Over the 12 weekdays between March 5 and March 20, city speed cameras issued 151,896 summonses, nearly 11 percent more than the comparable 12-day period in January (Jan. 13-29), when just 135,380 speeding tickets are issued by cameras, city data show. (Cameras only issue tickets on weekdays.)

The 11-percent increase in tickets come as the total number of vehicle miles traveled in the five boroughs is down by 71 percent from that same January baseline, according to data shared with Streetsblog.

The latest speed camera data from the Department of Finance confirm what everyone is seeing out on the streets: Drivers are taking advantage of traffic-free streets to speed with reckless abandon. (It even prompted a Streetsblog song parody.)

The new data builds on stats, reported by Streetsblog last week, that covered March 5-16. But that coverage was based on preliminary data that the Finance Department has updated with hundreds more tickets that have worked through the system.

Camera-Issued Speeding Tickets 12 days 2020

The agency provided Streetsblog with two more days of preliminary data — for Monday, March 23 and Tuesday, March 24 — which show slightly fewer tickets issued per day than the January average. But the agency often updates the database days or weeks later to add additional tickets.
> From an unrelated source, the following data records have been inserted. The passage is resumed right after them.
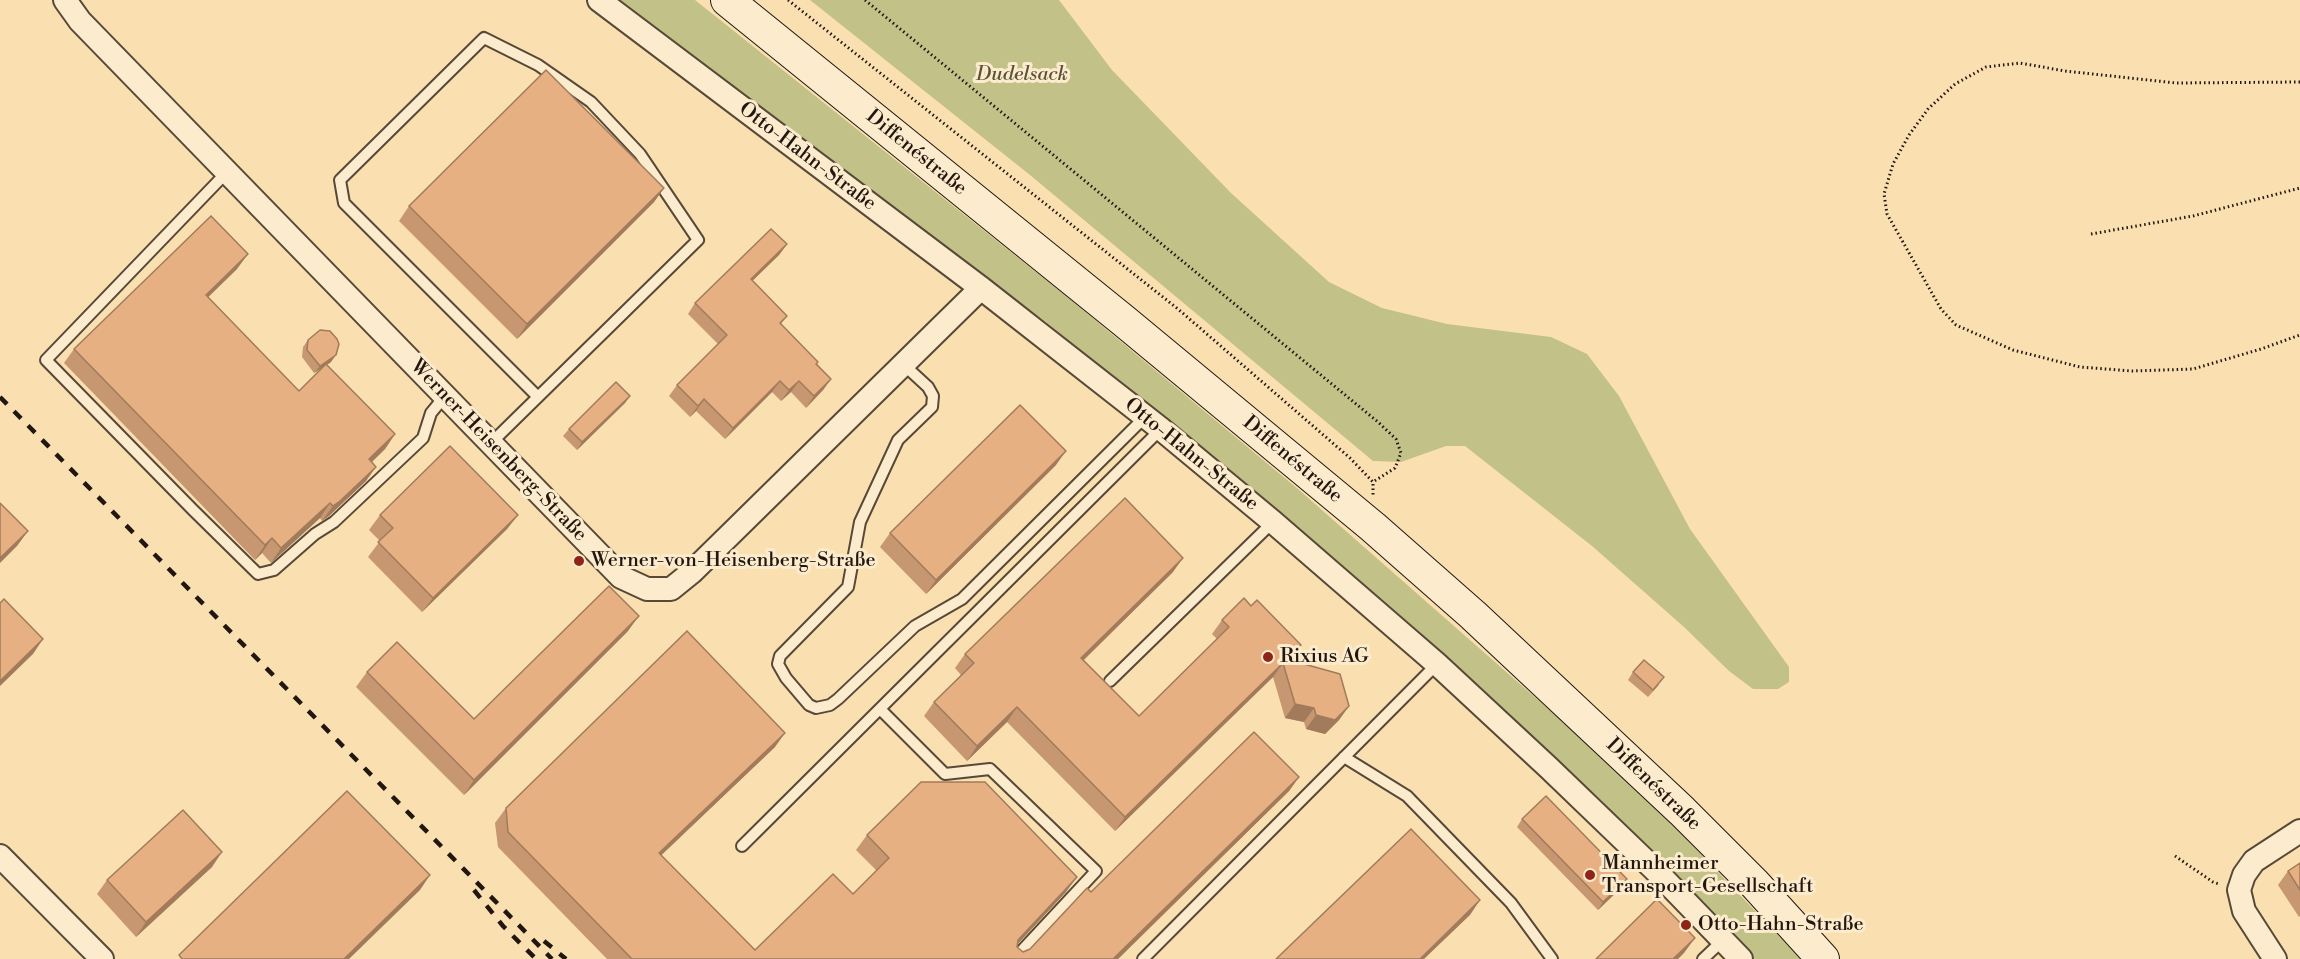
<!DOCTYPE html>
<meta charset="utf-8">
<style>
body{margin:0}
canvas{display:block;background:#fae0b0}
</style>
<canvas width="2300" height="959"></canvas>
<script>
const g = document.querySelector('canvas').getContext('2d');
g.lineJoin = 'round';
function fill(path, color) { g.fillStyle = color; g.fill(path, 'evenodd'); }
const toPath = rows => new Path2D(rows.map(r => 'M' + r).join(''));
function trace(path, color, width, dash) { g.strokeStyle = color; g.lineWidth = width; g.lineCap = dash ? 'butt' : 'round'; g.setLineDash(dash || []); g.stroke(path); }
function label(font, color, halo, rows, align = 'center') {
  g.font = font + ' "Libre Bodoni",serif'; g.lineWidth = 6; g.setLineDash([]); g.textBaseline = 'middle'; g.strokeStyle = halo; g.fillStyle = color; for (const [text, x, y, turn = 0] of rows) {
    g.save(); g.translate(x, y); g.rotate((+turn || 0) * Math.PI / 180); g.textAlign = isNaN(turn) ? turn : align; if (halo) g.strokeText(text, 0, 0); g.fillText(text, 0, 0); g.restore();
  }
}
const green = toPath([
 [615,0,695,0,1071,300,1298,489,1586,742,1656,807,1801,959,1755,959,1669,870,1584,785,1415,628,1334,558,1045,321,915,228],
 [810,0,1059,0,1112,70,1231,193,1329,282,1382,308,1447,324,1551,337,1587,354,1619,396,1690,529,1789,667,1789,682,1778,689,1753,689,1729,671,1684,627,1592,546,1465,446,1446,446,1401,462,1373,461,1030,175]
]);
const path = toPath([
 [788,0,1178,309,1350,458,1373,482,1373,495],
 [865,0,1378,422,1396,439,1401,453,1395,468,1373,482],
 [2300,82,2176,83,2065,71,2020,63,1986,67,1955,84,1928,109,1909,135,1893,164,1884,194,1887,214,1941,309,1956,325,2013,350,2080,367,2132,371,2193,369,2261,349,2300,335],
 [2091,234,2193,216,2300,188],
 [2175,856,2213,882,2219,884]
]);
const service = toPath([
 [227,172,46,360,193,510,258,574,274,570,315,534,334,522,423,438,431,413,445,396],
 [903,364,928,387,933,396,932,407,898,440,860,522,848,587,780,656,778,664,786,678,809,705,816,708,830,705,838,699,915,626,962,599,1145,417],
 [491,443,698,240,640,154,591,102,538,65,484,38,340,180,344,203,538,397],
 [1110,681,1273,522],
 [880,709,945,774,990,769,1096,871,1014,959],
 [1344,757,1407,796,1511,903,1552,959],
 [742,846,1161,429],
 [1143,959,1437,664],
 [1703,959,1723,940]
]);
const minor = toPath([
 [65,0,80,21,621,577,647,589,671,589,692,572,981,288],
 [599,0,981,288,1161,429,1273,522,1437,664,1549,768,1655,870,1741,959],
 [0,856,102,959],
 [2275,959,2244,911,2239,890,2244,875,2254,861,2300,831]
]);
const secondary = toPath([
 [727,0,1124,321,1373,527,1473,615,1682,811,1754,883,1823,959]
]);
const rail = toPath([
 [0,397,552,959],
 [474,890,503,926,536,959],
 [544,941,566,959]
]);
const wall = toPath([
 [664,188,654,202,517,339,399,221,409,206],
 [787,244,779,255,752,281,787,316,781,324,831,379,823,390,806,408,791,392,781,401,772,392,725,439,696,411,690,417,669,396,677,385,718,344,688,314,695,303],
 [237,269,208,297,299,391,321,369,314,373,302,357,303,347,308,340,331,362,327,365,395,434,385,449,372,462,366,481,329,516,322,521,320,518,271,563,262,553,255,560,64,363,74,349],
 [630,396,625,403,577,450,563,436,569,429],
 [1056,465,926,594,880,547,890,533],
 [380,515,518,515,507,529,422,612,368,557,380,541,369,530],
 [1173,572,1084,660,1139,716,1217,639,1212,634,1222,620,1291,659,1290,660,1349,706,1339,720,1325,734,1306,729,1304,722,1285,718,1273,677,1115,831,1007,722,967,761,924,716,934,702,961,675,955,668,965,654],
 [628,631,464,795,356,687,367,672,474,719],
 [1633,672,1659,685,1648,697,1628,680],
 [775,747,661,855,755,950,853,894,877,871,856,850,867,835,1066,892,1018,944,1017,947,1023,952,1030,949,1091,892,1299,777,1289,791,1118,959,607,959,498,847,495,823,506,808],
 [1522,819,1627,879,1622,887,1598,910,1517,827],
 [2300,863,2300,916,2299,917,2278,885,2288,871],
 [212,867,136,937,97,894,107,880]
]);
const shadedWall = toPath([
 [664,188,654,202,517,339,527,324],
 [787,244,779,255,743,290,751,279],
 [248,254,237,269,195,310,206,295],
 [336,355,331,362,314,373,320,366],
 [831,379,823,390,806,408,814,396],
 [780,381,772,392,725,439,733,428],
 [799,381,791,392,781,401,789,390],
 [630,396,625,403,577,450,582,442],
 [704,399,696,411,690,417,698,406],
 [395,434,385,449,359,474,369,459],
 [1066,451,1056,465,926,594,936,580],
 [376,467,366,481,329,516,322,521,333,506],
 [330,503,320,518,271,563,281,548],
 [518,515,507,529,422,612,433,598],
 [28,531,17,546,0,563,0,558],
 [272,538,262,553,255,560,265,545],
 [1183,558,1173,572,1071,672,1081,658],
 [639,616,628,631,464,795,474,780],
 [43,639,33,654,0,686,0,681],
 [1301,645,1291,659,1284,666,1286,659],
 [1283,663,1273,677,1115,831,1125,817],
 [1295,704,1314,708,1304,722,1285,718],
 [1349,706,1339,720,1325,734,1306,729,1316,715],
 [1017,707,1007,722,967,761,977,746],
 [785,733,775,747,649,867,659,853],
 [1299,777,1289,791,1118,959,1113,959],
 [222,852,212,867,136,937,146,922],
 [430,875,420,890,349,959,344,959],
 [1077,877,1066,892,1008,954,1018,940],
 [1627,879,1622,887,1598,910,1603,902],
 [1480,900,1470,915,1424,959,1420,959],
 [1695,938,1684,953,1678,959,1673,959]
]);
const building = toPath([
 [546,70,664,188,527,324,409,206,546,70],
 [211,216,248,254,206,295,299,391,326,364,395,434,369,459,376,467,340,501,333,506,330,503,281,548,272,538,265,545,74,349,211,216],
 [771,229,787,244,751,279,787,316,780,323,818,362,816,364,831,379,814,396,799,381,789,390,780,381,733,428,704,399,698,406,677,385,727,335,695,303,771,229],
 [320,330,330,331,337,339,339,344,336,355,320,366,307,350,308,340,320,330],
 [616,382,630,396,582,442,569,429,616,382],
 [1020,405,1066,451,936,580,890,533,1020,405],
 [450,446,518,515,433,598,378,542,393,528,380,515,450,446],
 [1125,498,1183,558,1081,658,1139,716,1229,627,1222,620,1244,598,1251,606,1257,600,1301,645,1286,659,1340,674,1349,706,1335,720,1316,715,1314,708,1295,704,1283,663,1125,817,1017,707,977,746,934,702,974,663,965,654,1125,498],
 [0,503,28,531,0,558,0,503],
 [609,586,639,616,474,780,367,672,397,642,474,719,609,586],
 [4,599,43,639,0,681,0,603,4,599],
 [687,631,785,733,659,853,755,950,833,874,853,894,889,858,867,835,921,782,985,782,1077,877,1018,940,1017,947,1023,952,1030,949,1087,888,1091,892,1254,732,1299,777,1113,959,632,959,508,832,506,808,687,631],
 [1644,660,1664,677,1653,690,1633,672,1644,660],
 [347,791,430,875,344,959,182,959,179,955,347,791],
 [1546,796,1627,879,1603,902,1522,819,1546,796],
 [183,810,222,852,146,922,107,880,183,810],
 [1411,829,1480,900,1420,959,1276,959,1411,829],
 [2300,863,2300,890,2288,871,2300,863],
 [1657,899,1695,938,1673,959,1596,959,1657,899]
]);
const markers = [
 [579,561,6,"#8f2418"],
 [1268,657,6,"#8f2418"],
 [1590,875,6,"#8f2418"],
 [1686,925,6,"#8f2418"]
];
const parkNames = [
 ["Dudelsack",1022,75]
];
const streetNames = [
 ["Diffenéstraße",916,153,39],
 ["Otto-Hahn-Straße",807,157,37],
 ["Werner-Heisenberg-Straße",498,451,46],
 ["Otto-Hahn-Straße",1191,455,39],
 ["Diffenéstraße",1292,460,40],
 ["Diffenéstraße",1653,785,44]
];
const poiNames = [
 ["Werner-von-Heisenberg-Straße",591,561],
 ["Rixius AG",1280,657],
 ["Mannheimer",1602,864],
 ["Transport-Gesellschaft",1602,887],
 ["Otto-Hahn-Straße",1698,925]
];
fill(green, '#c2c188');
trace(service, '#574938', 14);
trace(minor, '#574938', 26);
trace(secondary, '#211710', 34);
trace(path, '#211710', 3, [1.5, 3]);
trace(service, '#fcebcc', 10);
trace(minor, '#fcebcc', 22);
trace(secondary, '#fcebcc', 32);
trace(rail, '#211710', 4.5, [10, 10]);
fill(wall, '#c69770');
fill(shadedWall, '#a17b5b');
fill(building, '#e6b082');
trace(building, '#a17b5b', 1.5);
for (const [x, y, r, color] of markers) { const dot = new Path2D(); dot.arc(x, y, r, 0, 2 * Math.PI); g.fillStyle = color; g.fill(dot); trace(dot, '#fcebcc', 2); }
label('italic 20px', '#59523a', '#fcebcc', parkNames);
label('20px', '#211710', '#fcebcc', streetNames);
label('20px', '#211710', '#fcebcc', poiNames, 'left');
</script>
Even using the preliminary data for those two days, the city has issued 9.2 percent more speed camera violations over the full 14-day period.
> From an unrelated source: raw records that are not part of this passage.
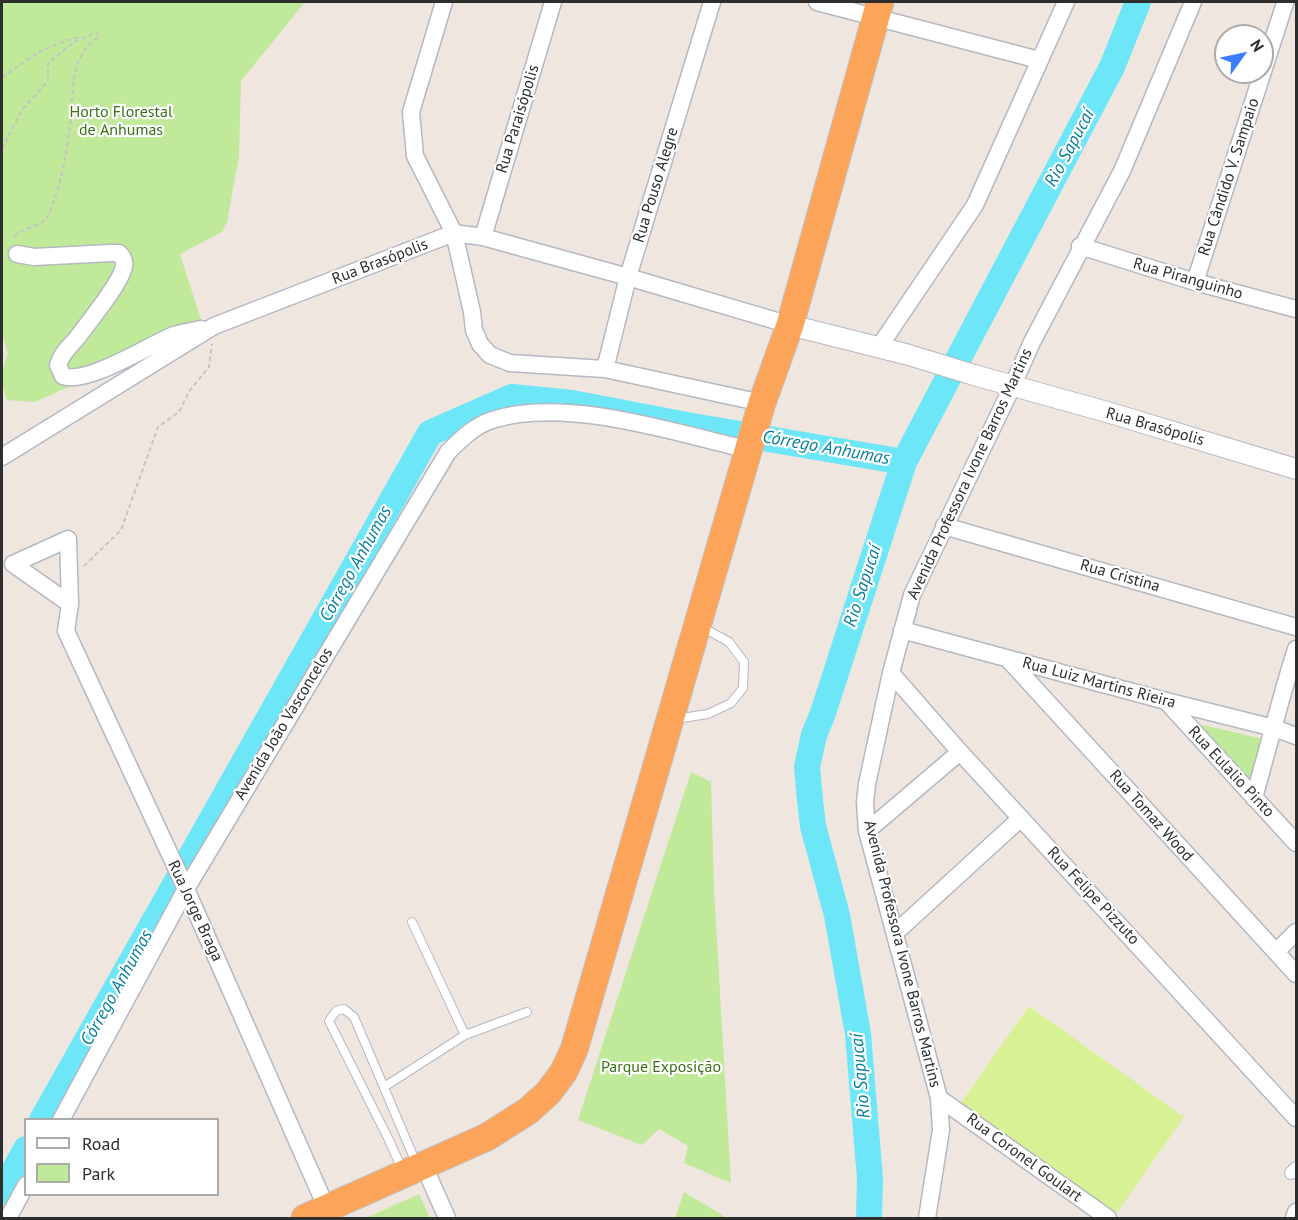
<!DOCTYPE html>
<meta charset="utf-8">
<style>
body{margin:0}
#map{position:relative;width:1298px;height:1220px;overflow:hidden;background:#f0e6e0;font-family:"PT Sans",sans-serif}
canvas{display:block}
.frame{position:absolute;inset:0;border:3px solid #2e2e2e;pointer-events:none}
.legend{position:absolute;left:24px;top:1118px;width:195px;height:78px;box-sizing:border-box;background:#fff;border:2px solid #ababab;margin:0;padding:8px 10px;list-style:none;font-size:18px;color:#2e2e2e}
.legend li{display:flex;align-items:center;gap:12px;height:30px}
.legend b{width:30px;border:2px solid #ababab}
.north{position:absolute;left:1214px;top:24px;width:60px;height:60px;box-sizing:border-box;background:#fff;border:2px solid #ababab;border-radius:50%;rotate:57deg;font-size:16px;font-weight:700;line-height:24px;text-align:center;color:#2e2e2e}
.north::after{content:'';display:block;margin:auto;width:21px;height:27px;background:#3d7eff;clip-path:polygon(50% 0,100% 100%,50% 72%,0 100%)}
</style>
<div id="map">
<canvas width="1298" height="1220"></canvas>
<div class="frame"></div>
<ul class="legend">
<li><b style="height:8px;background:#fff"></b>Road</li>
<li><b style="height:16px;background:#c0e999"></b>Park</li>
</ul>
<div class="north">N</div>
</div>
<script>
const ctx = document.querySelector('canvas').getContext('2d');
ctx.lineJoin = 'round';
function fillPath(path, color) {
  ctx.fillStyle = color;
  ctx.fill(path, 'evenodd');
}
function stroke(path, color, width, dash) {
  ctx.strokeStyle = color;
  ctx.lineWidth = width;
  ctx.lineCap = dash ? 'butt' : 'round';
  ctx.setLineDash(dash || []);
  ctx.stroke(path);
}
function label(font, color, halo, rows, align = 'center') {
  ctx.font = font + ' "PT Sans",sans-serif';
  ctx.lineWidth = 4.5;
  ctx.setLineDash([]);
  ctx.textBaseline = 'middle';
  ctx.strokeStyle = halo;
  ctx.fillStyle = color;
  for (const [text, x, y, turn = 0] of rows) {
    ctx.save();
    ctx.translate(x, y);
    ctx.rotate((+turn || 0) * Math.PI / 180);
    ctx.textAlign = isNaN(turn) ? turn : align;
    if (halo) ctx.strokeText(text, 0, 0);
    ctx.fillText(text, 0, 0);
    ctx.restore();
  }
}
fillPath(new Path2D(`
 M2,2H305L241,81L239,156L227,222L222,232L180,254L203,326L35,402L7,400C0,384 1,370 8,354L2,334Z
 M1190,722L1263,739L1251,786Z
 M691,772L711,782L714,888L731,1183L684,1163L688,1146L659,1129L642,1145L578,1120Z
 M684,1192L727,1218H675Z
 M419,1194L430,1218H366Z`), '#c0e999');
fillPath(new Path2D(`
 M1029,1006L1184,1117L1116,1214L960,1104Z`), '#d7f194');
stroke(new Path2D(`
 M42,1120L430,433L512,397L572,403L692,426L904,462
 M2,1192L26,1149
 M869,1218L870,1179L858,1034L837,915L813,826L810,800L807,767L814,735L823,713L904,462L1112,67L1138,2`), '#6de7f7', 26);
const service = new Path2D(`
 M675,719L708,714L731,703L743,688L744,662L729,642L700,626
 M465,1035L527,1012
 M384,1087L465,1035L412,922
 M403,1171L388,1138L329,1021L336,1011L344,1009L354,1017L417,1165`);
const pedestrian = new Path2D(`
 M1291,1173L1296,1168`);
const minor = new Path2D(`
 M444,2L411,112L415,156L454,233L472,312L474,330L480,344L490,355L510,363L605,369L762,403
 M817,2L1039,60
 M483,237L553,2
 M1080,246L1195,282L1296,309
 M17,254L34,257L111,253H119C123,257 125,261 124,266C122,282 87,324 77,338C69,347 61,354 58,365L63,376C87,385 149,345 174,335C183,332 192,331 201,329
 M1195,282L1285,3
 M879,347L975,205L1066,2
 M605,369L628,277L712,2
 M2,457L214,326L454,233L483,237L628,277L790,325
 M944,526L1296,627
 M70,604L13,564L68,539L70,604L66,631L186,889L327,1209
 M902,630L1166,701L1274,728L1296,736
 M1007,658L1296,974
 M891,673L960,752L1296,1118
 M1166,701L1296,843
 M1254,798L1285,685L1296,649
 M867,831L960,752
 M895,933L1021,818
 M1276,952L1296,932
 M939,1098L1108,1218
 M61,1120L186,889L448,452C461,439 474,426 492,420C565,396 676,433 750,450
 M424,1166L447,1218
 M8,1218L26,1185
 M927,1218L941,1130L939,1098L867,831L865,802L867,784L891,673L912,595L1012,387L1032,342L1122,171L1193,2
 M1294,1218L1296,1212`);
const tertiary = new Path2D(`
 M790,325L909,355L974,375L1107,412L1296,469`);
const trunk = new Path2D(`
 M305,1218L487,1137L528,1111L548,1093L563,1073L574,1050L762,403L790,325L880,2`);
stroke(service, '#b4b8c2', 10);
stroke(pedestrian, '#b4b8c2', 14);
stroke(minor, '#b4b8c2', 19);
stroke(tertiary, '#b4b8c2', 22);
stroke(trunk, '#c4c4c4', 29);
stroke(new Path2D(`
 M2,78C25,60 50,43 80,37
 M2,149L22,110L48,81V63L74,42L97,32L98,37C67,59 75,93 70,125C66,155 61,187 49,214C41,231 21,225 13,238
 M84,566L121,530L158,427L179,412L190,390L209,367L212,344`), '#c4c4c4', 2, [4.5, 3]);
stroke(service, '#fff', 8);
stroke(pedestrian, '#fff', 12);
stroke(minor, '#fff', 16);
stroke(tertiary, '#fff', 20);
stroke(trunk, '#fca45a', 27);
label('16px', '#377216', '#fff', [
 ["Horto Florestal",121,112],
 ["de Anhumas",121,130],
 ["Parque Exposição",661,1067]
]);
label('16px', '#2e2e2e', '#fff', [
 ["Rua Paraisópolis",518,119,-73],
 ["Rua Cândido V. Sampaio",1229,177,-72],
 ["Rua Pouso Alegre",656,185,-73],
 ["Rua Brasópolis",380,262,-21],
 ["Rua Piranguinho",1188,279,16],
 ["Rua Brasópolis",1155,427,16],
 ["Avenida Professora Ivone Barros Martins",970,474,-65],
 ["Rua Cristina",1120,576,16],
 ["Rua Luiz Martins Rieira",1099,683,15],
 ["Avenida João Vasconcelos",284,724,-59],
 ["Rua Eulalio Pinto",1231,772,47],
 ["Rua Tomaz Wood",1151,816,48],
 ["Rua Felipe Pizzuto",1093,896,47],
 ["Rua Jorge Braga",195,911,65],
 ["Avenida Professora Ivone Barros Martins",902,954,76],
 ["Rua Coronel Goulart",1024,1158,36]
]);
label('italic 18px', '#057e9c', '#fff', [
 ["Rio Sapucaí",1070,148,-62],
 ["Córrego Anhumas",826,448,10],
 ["Córrego Anhumas",356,564,-61],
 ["Rio Sapucaí",863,586,-72],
 ["Córrego Anhumas",117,988,-61],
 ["Rio Sapucaí",861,1076,-95]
]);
</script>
Vehicle miles traveled on March 24 were 80 percent less than the January benchmark.

Streetsblog has asked the NYPD to discuss the automated numbers and to explain whether cops are under orders to crack down on speeding, but the agency would not respond to repeated questions.

On March 24, NYPD Commissioner Dermot Shea said this in response to Streetsblog’s question about whether the NYPD would do anything about the speeding.

“We’d have to look at the data. It’s a little preliminary. You know, I can certainly pass it on to Billy Morris, our chief of Transportation who works very closely with DOT. And again, we’re in the middle of uncharted territory here, but we have not taken our eye off traditional crime. We haven’t taken our eye off many of the things that we do with communities throughout New York City and we haven’t taken our eye off Vision Zero either. So, if we have to reassess it and move resources around, we certainly will. I’ll have Billy Morris take a look at that and reach out to DOT. But thank you for bringing it up.”

Morris did not respond.

Speeding is not just an issue during the coronavirus pandemic. As the video below shows, drivers are increasingly accustomed to being able to get around with virtually no delays caused by tens of thousands of other drivers in their way.


As such, after the virus crisis subsides, some road-safety activists believe that drivers will not want to go back to typical New York conditions. Many are already gearing up to re-argue long-settled debates about how roadways should be allocated.